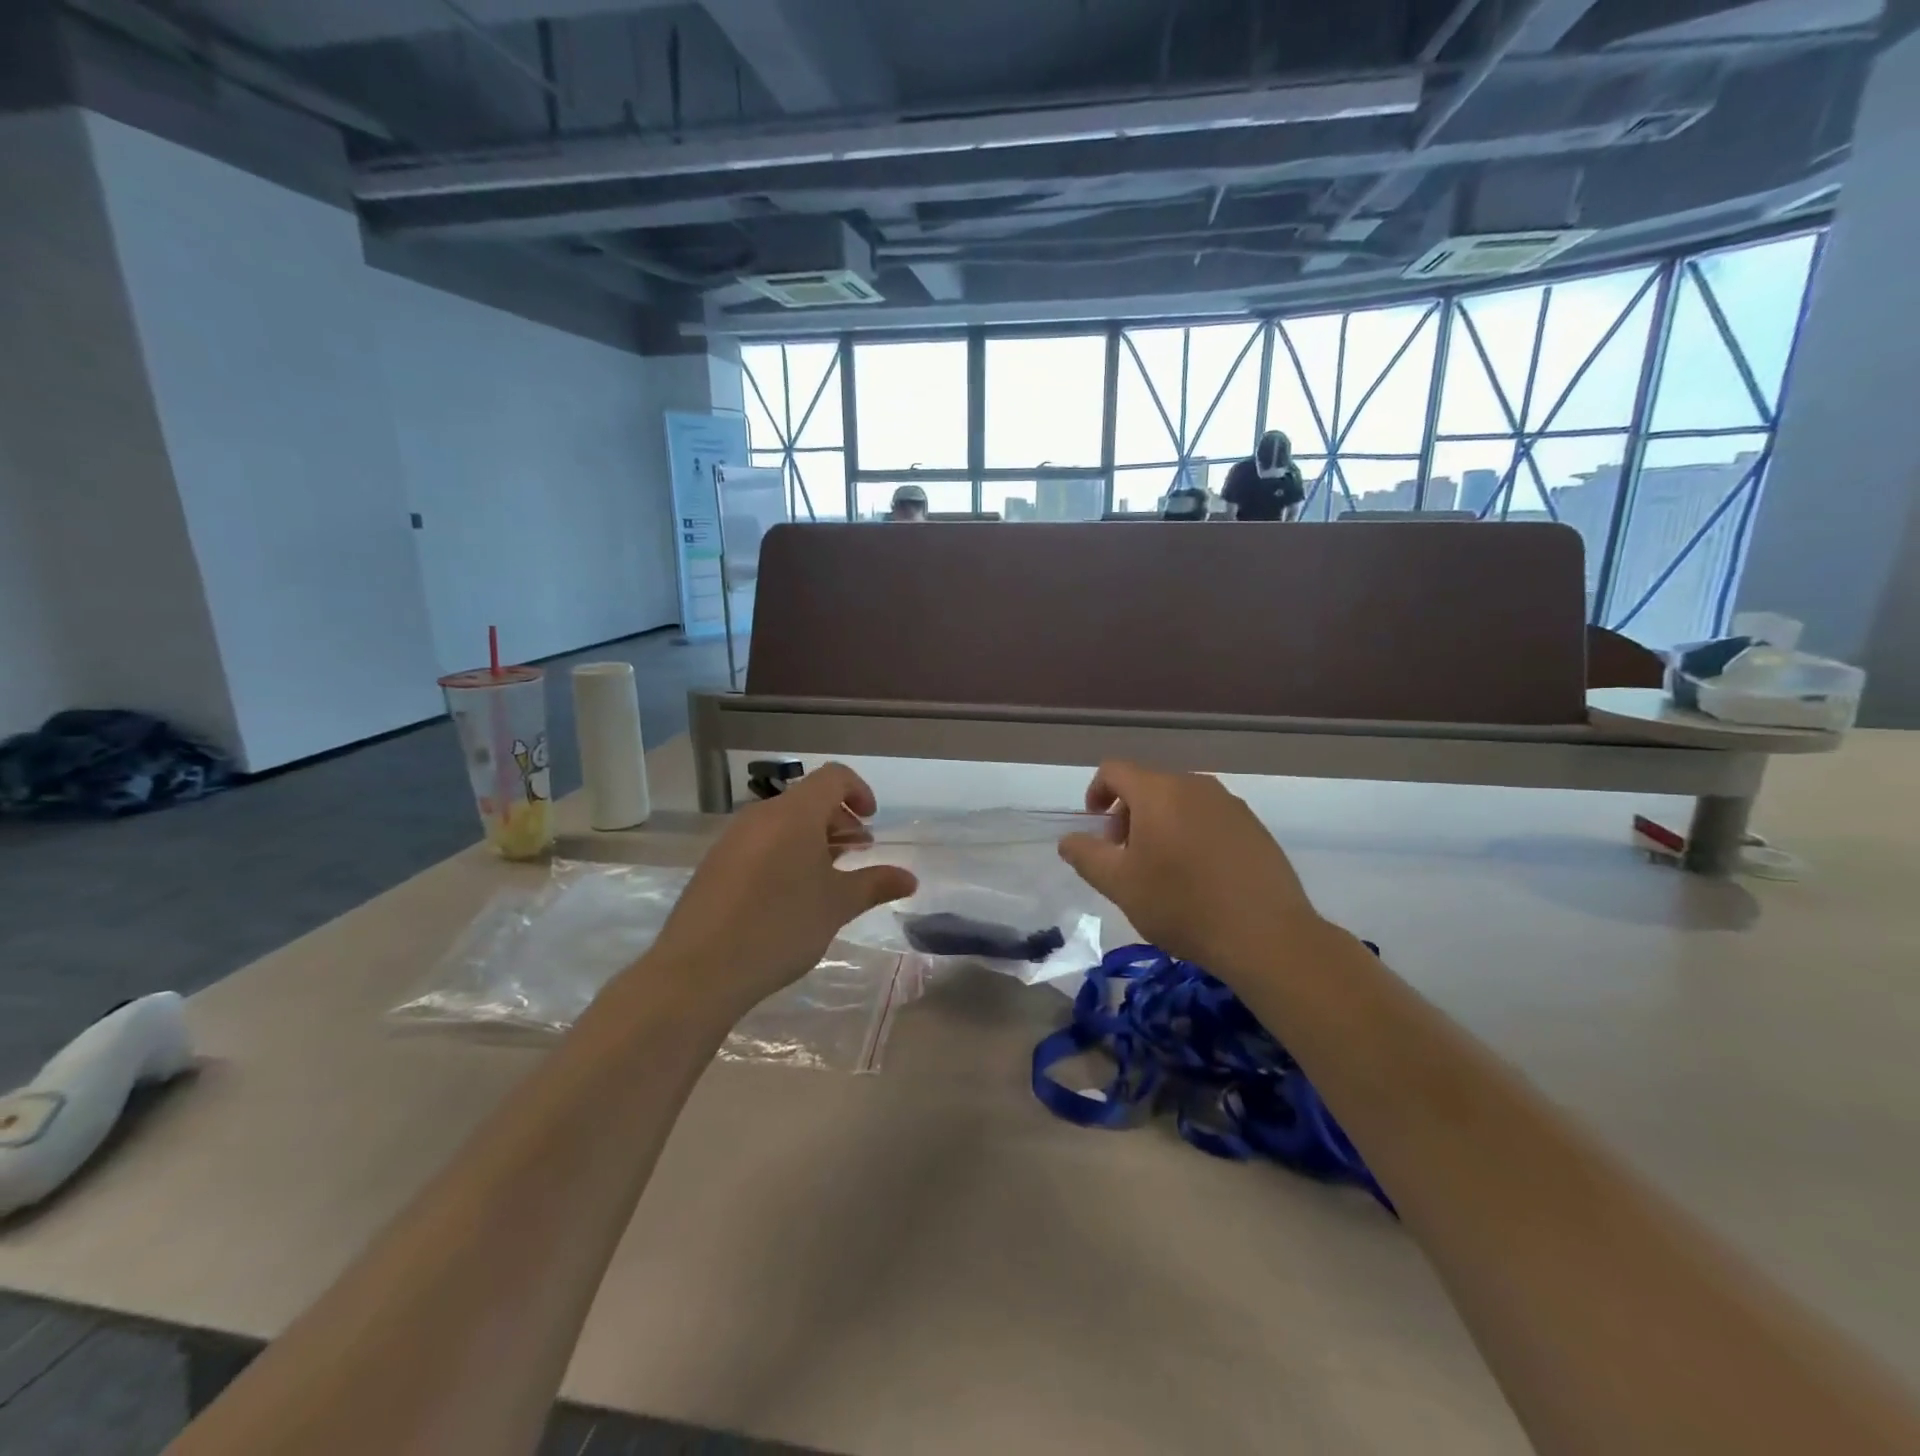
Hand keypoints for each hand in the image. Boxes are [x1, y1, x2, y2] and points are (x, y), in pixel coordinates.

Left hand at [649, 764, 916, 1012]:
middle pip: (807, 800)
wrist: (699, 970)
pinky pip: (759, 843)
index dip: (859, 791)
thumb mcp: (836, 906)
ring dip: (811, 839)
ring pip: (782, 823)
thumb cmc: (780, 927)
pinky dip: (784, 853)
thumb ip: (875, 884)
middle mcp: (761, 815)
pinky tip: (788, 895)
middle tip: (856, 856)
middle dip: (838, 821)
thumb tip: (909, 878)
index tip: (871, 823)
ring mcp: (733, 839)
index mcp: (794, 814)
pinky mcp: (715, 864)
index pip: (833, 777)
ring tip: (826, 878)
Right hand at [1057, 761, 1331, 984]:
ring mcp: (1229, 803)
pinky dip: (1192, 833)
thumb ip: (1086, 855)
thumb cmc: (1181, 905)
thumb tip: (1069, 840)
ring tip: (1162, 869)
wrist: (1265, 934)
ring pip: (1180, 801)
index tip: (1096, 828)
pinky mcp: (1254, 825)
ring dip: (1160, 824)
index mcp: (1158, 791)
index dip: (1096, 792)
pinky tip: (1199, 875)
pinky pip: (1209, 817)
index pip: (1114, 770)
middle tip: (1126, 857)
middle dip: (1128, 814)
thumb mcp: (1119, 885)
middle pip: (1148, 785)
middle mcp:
● ● ●
● **Directions**
Please output the data above exactly as given, omitting every picture.

● **Answer to the exercise**
Hand keypoints for each hand in the image. Boxes are [x1, y1, x2, y2] and points are (x, y), in pixel coordinates.

Left hand at [649, 764, 916, 1012]:
middle pip: (807, 800)
wrist: (699, 970)
pinky pip: (759, 843)
index dip: (859, 791)
thumb mcp: (836, 906)
ring dip: (811, 839)
ring pip: (782, 823)
thumb cmc: (780, 927)
pinky dip: (784, 853)
thumb ip: (875, 884)
middle mcp: (761, 815)
pinky tip: (788, 895)
middle tip: (856, 856)
middle dip: (838, 821)
thumb tip: (909, 878)
index tip: (871, 823)
ring mcp: (733, 839)
index mcp: (794, 814)
pinky mcp: (715, 864)
index pip: (833, 777)
ring tip: (826, 878)
Right hand at [1057, 761, 1331, 984]:
ring mcp: (1229, 803)
pinky dip: (1192, 833)
thumb ip: (1086, 855)
thumb cmc: (1181, 905)
thumb tip: (1069, 840)
ring tip: (1162, 869)
wrist: (1265, 934)
ring pip: (1180, 801)
index tip: (1096, 828)
pinky mcp: (1254, 825)
ring dip: (1160, 824)
index mcp: (1158, 791)
index dip: (1096, 792)
pinky tip: (1199, 875)
pinky pip: (1209, 817)
index pip: (1114, 770)
middle tip: (1126, 857)
middle dip: (1128, 814)
thumb mcp: (1119, 885)
middle pip: (1148, 785)
middle mcp:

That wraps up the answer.